I did question whether the "release" was required in the Consume, but if you are moving out of the queue, and those moves are side-effecting, it may be required. I would say that if you are after raw speed, then it may be worth making a second version, that is specialised for trivial objects, that uses relaxed order for incrementing the head.

You might also consider inplace new/delete as you push/pop. Whilst most moves will leave an object in an empty state, the standard only requires that it is left in a valid state after a move. explicitly deleting the object after the move may save you from obscure bugs later.

You could argue that the two atomic loads in consume could be memory_order_consume. This relaxes the constraints to say "I don't care what order they are loaded, as long as they are both loaded by the time they are used". Although I doubt in practice it produces any gain.

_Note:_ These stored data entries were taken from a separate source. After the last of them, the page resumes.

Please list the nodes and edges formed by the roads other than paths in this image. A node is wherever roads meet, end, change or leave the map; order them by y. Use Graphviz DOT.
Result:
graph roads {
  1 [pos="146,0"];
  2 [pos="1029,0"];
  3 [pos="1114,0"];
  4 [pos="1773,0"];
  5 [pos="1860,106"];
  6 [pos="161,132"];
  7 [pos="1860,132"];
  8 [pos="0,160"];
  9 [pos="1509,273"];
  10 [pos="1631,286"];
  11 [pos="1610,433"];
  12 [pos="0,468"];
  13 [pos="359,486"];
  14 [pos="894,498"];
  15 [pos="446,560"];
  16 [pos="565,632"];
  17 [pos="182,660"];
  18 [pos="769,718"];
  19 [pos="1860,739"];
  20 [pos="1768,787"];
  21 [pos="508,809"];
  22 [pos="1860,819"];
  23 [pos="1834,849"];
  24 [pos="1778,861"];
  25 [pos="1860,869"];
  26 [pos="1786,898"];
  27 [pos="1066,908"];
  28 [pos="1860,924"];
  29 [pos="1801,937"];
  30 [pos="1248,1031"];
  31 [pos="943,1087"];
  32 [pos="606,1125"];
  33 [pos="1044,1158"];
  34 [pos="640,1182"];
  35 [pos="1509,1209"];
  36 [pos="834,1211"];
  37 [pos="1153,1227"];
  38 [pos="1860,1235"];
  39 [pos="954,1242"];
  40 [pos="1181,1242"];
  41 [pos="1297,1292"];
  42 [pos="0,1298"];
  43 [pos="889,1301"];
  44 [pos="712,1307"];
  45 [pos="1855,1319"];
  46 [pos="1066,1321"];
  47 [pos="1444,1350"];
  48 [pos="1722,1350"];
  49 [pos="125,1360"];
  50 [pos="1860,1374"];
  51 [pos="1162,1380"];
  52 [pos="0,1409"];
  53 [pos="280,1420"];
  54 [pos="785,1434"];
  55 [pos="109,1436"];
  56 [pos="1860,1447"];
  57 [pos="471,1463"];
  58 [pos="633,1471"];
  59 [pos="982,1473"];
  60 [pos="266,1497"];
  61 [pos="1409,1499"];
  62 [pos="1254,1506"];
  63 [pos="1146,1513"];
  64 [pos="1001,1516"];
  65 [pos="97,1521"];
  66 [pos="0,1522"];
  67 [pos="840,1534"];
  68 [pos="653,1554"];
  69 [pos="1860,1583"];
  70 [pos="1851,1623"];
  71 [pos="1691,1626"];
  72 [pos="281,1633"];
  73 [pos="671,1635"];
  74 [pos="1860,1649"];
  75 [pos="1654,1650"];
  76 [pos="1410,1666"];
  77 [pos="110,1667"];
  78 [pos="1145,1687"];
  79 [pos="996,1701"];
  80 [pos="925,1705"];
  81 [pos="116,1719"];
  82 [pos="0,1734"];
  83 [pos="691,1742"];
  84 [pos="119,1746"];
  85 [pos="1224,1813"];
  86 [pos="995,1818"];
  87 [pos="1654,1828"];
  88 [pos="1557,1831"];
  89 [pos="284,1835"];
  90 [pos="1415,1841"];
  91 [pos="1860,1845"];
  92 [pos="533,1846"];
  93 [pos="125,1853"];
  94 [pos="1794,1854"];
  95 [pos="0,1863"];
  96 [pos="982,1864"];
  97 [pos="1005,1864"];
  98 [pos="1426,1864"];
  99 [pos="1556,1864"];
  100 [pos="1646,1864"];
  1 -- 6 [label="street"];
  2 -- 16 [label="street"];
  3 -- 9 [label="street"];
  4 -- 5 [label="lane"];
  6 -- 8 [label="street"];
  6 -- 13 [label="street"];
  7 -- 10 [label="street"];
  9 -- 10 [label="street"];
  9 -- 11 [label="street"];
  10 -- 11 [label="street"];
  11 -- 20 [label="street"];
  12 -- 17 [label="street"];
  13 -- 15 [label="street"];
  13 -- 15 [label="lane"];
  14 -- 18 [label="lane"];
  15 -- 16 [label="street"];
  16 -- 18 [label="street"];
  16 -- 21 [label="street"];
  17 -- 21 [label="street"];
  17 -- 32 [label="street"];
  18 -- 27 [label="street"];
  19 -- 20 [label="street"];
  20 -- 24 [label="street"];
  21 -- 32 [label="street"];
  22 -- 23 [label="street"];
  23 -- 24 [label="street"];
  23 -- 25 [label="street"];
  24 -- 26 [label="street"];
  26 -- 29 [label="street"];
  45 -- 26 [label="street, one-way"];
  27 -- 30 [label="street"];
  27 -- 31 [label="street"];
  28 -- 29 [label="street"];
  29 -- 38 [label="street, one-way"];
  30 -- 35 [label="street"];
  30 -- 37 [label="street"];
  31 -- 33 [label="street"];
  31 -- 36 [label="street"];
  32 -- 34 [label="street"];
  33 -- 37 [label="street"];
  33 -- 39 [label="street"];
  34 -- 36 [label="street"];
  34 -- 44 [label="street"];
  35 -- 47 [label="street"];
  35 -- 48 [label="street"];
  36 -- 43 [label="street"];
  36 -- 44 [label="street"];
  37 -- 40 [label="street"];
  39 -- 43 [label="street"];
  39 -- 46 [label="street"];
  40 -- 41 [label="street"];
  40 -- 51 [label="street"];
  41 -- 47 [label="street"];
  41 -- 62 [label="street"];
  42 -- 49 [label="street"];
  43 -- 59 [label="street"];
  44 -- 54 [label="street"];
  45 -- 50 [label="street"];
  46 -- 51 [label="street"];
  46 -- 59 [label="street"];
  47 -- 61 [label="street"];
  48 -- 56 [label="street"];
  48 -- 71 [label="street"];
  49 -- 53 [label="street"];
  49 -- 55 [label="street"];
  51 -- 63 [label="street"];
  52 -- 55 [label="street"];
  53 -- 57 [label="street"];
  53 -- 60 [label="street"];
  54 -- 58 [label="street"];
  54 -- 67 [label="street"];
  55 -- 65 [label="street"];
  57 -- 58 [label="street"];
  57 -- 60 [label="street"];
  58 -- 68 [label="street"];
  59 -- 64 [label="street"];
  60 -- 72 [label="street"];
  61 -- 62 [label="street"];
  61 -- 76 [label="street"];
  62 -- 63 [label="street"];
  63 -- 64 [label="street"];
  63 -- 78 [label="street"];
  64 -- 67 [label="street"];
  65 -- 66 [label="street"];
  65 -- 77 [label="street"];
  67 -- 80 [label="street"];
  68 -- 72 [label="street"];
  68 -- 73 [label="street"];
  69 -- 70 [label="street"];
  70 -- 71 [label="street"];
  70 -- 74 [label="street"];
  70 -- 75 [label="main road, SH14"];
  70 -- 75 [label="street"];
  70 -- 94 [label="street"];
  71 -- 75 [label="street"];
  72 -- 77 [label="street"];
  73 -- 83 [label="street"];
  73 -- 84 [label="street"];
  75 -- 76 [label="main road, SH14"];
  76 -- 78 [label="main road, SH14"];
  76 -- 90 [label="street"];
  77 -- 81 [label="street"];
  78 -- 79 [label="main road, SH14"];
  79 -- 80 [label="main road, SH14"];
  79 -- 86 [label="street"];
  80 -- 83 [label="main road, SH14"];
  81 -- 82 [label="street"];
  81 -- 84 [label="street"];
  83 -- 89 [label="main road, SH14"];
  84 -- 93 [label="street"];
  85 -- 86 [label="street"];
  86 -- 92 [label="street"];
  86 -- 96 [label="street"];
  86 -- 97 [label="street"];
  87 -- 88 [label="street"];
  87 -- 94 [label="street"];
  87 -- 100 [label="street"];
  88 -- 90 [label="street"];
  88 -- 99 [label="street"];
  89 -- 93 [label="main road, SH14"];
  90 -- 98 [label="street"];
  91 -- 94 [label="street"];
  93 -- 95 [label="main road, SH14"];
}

I am also nervous about this suggestion because when I look at the boost version it is remarkably close to what you have. https://www.boost.org/doc/libs/1_66_0/boost/lockfree/spsc_queue.hpp

 template <typename Functor>
    bool consume_one(Functor & functor, T * buffer, size_t max_size)
    {
        const size_t write_index = write_index_.load(memory_order_acquire);
        const size_t read_index  = read_index_.load(memory_order_relaxed);
        if ( empty(write_index, read_index) )
            return false;

        T & object_to_consume = buffer[read_index];
        functor( object_to_consume );
        object_to_consume.~T();

        size_t next = next_index(read_index, max_size);
        read_index_.store(next, memory_order_release);
        return true;
    }

In general though your approach looks good and very similar to the boost version. but... If I were you I might go through the boost version line-by-line, to see what it does differently. It is very easy to make a mistake.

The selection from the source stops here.